• _Goal of the exercise_
Some lines below may hold the string "search". Count them and give only the total.

• _Exercise materials_
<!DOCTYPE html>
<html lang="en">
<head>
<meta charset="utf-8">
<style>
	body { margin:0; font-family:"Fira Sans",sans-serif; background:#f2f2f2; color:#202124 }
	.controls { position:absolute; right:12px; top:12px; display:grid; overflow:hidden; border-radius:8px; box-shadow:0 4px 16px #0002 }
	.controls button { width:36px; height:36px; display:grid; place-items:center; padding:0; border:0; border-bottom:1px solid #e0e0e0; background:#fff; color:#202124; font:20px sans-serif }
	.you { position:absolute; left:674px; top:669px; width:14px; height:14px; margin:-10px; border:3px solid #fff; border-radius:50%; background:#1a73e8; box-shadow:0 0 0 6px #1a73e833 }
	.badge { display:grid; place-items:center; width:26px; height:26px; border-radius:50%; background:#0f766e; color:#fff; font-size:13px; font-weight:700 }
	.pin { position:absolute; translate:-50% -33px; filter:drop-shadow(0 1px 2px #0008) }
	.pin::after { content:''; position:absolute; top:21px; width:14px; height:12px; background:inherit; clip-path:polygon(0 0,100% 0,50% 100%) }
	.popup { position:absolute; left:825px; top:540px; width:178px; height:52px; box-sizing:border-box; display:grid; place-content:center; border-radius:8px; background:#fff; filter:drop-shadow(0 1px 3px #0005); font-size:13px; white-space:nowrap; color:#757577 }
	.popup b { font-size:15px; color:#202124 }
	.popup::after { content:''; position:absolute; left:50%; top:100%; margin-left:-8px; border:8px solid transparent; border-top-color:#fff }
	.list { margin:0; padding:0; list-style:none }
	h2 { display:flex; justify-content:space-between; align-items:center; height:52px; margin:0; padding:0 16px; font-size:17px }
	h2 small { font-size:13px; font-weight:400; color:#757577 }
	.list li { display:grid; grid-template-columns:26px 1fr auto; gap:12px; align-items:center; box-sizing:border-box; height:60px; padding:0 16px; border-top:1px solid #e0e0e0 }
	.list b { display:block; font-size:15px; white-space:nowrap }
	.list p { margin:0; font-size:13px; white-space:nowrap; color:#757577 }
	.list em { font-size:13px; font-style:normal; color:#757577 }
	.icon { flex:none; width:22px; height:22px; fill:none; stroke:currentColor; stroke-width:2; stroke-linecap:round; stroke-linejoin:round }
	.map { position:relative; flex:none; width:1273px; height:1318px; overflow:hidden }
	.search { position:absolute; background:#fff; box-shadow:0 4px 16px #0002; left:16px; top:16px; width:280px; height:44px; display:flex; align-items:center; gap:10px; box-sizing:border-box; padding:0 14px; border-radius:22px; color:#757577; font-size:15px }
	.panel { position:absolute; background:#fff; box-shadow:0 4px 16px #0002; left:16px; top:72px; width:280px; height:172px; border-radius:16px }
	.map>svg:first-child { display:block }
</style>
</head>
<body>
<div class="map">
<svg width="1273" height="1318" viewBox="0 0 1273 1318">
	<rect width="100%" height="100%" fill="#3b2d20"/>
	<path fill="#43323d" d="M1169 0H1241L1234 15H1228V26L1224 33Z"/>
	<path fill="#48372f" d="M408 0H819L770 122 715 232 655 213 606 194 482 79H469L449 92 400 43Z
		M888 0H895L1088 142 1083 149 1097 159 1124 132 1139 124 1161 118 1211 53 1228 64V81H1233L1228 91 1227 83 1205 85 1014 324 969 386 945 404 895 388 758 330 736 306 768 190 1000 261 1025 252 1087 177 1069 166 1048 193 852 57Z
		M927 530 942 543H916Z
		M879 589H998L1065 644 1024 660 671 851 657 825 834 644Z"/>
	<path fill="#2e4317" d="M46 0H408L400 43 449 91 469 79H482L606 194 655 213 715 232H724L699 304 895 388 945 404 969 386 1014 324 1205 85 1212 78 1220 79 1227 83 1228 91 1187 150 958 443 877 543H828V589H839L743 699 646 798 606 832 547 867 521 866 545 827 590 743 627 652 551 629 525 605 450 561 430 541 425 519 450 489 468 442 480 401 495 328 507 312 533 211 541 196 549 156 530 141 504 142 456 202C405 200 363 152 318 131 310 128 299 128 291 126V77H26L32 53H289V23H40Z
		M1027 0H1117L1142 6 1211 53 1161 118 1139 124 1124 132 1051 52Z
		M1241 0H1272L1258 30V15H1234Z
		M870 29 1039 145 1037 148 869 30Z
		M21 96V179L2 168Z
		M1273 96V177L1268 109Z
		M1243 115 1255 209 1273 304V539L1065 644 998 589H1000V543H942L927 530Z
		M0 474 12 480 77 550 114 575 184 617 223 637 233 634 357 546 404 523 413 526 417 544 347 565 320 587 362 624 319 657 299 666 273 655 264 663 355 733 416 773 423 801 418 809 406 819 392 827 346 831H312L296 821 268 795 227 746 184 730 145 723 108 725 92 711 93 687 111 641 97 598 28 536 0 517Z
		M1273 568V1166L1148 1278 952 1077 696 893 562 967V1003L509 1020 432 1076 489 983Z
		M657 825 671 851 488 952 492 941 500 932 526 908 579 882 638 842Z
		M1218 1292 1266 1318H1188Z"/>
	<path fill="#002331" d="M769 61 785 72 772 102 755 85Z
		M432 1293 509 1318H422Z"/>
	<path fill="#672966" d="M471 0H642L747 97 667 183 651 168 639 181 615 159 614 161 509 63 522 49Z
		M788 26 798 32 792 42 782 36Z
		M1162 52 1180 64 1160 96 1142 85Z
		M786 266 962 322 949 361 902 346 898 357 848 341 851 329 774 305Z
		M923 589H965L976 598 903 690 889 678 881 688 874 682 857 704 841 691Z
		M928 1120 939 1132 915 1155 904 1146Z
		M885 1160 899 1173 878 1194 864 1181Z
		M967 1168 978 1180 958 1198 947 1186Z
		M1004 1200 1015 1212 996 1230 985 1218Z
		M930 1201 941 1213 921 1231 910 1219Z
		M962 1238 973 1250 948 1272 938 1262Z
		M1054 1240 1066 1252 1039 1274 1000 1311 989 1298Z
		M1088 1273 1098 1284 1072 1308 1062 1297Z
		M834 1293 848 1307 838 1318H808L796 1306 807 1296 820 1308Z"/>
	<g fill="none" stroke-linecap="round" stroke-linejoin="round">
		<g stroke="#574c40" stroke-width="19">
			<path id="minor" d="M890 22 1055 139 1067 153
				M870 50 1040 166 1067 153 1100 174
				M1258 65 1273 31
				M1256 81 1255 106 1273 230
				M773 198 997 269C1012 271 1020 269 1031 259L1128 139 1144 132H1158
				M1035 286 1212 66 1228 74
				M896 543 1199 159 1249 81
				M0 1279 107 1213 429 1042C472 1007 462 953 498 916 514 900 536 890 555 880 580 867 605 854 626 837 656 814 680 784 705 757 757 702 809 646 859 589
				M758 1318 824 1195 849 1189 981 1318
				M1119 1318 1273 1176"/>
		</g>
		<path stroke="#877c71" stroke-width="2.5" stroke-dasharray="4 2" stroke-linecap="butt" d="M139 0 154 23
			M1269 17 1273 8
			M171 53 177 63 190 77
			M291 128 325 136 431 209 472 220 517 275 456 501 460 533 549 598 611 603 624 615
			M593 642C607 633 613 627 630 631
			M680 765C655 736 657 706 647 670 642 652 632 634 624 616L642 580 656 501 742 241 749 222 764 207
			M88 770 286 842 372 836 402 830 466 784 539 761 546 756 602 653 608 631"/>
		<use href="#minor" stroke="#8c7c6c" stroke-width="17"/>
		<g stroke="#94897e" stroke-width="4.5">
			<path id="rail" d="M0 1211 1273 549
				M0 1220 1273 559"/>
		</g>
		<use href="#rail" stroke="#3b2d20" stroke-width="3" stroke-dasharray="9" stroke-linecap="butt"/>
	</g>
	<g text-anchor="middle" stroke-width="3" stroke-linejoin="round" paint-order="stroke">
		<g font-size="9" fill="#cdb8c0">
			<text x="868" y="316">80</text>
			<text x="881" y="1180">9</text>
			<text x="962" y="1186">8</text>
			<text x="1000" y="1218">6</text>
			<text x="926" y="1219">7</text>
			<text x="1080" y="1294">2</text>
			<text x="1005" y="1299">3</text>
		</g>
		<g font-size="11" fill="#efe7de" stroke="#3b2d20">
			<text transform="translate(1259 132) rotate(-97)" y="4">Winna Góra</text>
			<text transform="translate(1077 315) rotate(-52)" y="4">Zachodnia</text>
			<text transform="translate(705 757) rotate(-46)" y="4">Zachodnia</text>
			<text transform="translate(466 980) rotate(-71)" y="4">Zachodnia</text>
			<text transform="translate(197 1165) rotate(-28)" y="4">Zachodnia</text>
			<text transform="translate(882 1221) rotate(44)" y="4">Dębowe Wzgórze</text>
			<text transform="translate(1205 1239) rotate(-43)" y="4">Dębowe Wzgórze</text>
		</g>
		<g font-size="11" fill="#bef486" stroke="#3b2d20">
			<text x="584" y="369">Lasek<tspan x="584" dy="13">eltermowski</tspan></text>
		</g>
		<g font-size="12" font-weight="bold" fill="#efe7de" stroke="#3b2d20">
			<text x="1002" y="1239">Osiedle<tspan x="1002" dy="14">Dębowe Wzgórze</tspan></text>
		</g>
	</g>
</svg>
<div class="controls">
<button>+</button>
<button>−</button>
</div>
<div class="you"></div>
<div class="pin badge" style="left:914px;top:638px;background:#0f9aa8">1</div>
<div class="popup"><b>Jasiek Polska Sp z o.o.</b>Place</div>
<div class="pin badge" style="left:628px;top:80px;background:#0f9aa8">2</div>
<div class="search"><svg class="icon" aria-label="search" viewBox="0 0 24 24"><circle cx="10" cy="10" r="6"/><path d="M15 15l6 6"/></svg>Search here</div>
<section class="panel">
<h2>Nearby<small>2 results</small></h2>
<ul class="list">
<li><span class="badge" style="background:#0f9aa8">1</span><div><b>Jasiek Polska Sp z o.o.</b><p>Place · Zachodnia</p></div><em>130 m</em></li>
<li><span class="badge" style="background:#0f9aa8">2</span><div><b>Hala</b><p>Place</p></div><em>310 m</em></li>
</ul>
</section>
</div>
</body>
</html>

• _Response_
2